(Dataset entries)
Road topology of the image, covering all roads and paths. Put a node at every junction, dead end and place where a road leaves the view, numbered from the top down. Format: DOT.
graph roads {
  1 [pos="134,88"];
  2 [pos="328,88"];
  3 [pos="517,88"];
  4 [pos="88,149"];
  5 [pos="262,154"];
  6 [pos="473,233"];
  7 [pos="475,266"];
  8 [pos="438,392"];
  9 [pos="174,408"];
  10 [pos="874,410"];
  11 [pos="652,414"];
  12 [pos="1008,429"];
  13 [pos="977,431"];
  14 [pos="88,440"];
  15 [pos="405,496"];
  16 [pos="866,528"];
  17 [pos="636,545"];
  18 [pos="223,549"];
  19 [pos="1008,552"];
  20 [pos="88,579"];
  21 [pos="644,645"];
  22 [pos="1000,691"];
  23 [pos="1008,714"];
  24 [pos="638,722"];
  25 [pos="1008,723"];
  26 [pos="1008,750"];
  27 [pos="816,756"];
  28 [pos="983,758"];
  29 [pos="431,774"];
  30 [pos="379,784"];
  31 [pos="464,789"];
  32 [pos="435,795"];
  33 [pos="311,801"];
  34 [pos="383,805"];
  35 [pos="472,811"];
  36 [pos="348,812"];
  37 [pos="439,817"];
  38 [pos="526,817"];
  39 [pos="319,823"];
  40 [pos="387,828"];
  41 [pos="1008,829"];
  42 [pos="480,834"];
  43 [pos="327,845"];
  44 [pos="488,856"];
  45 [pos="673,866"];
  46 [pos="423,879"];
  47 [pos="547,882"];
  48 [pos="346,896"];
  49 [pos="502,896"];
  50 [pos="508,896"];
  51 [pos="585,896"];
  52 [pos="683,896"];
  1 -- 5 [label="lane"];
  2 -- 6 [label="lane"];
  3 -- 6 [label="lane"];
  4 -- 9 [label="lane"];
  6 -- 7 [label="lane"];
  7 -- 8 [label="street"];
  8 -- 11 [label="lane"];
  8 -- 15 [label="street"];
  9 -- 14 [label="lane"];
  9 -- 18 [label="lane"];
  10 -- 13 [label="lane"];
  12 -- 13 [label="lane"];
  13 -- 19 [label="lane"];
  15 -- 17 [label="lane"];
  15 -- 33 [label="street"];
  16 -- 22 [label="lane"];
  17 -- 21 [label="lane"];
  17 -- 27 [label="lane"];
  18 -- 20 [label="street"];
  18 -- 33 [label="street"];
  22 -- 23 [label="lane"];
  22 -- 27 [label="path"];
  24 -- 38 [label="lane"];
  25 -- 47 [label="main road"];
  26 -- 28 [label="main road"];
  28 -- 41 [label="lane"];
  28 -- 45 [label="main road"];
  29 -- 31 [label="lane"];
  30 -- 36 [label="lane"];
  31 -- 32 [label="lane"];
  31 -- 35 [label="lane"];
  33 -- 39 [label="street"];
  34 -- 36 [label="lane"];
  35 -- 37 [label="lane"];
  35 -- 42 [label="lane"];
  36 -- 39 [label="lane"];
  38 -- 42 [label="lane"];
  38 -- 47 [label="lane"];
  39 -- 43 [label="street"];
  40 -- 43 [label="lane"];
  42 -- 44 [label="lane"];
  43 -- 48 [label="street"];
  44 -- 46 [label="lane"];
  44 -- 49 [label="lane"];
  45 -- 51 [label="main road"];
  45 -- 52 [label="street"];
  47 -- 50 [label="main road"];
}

Assignment
Answer with a single number: how many lines in the data above have the string "main" in them?

Exercise output
5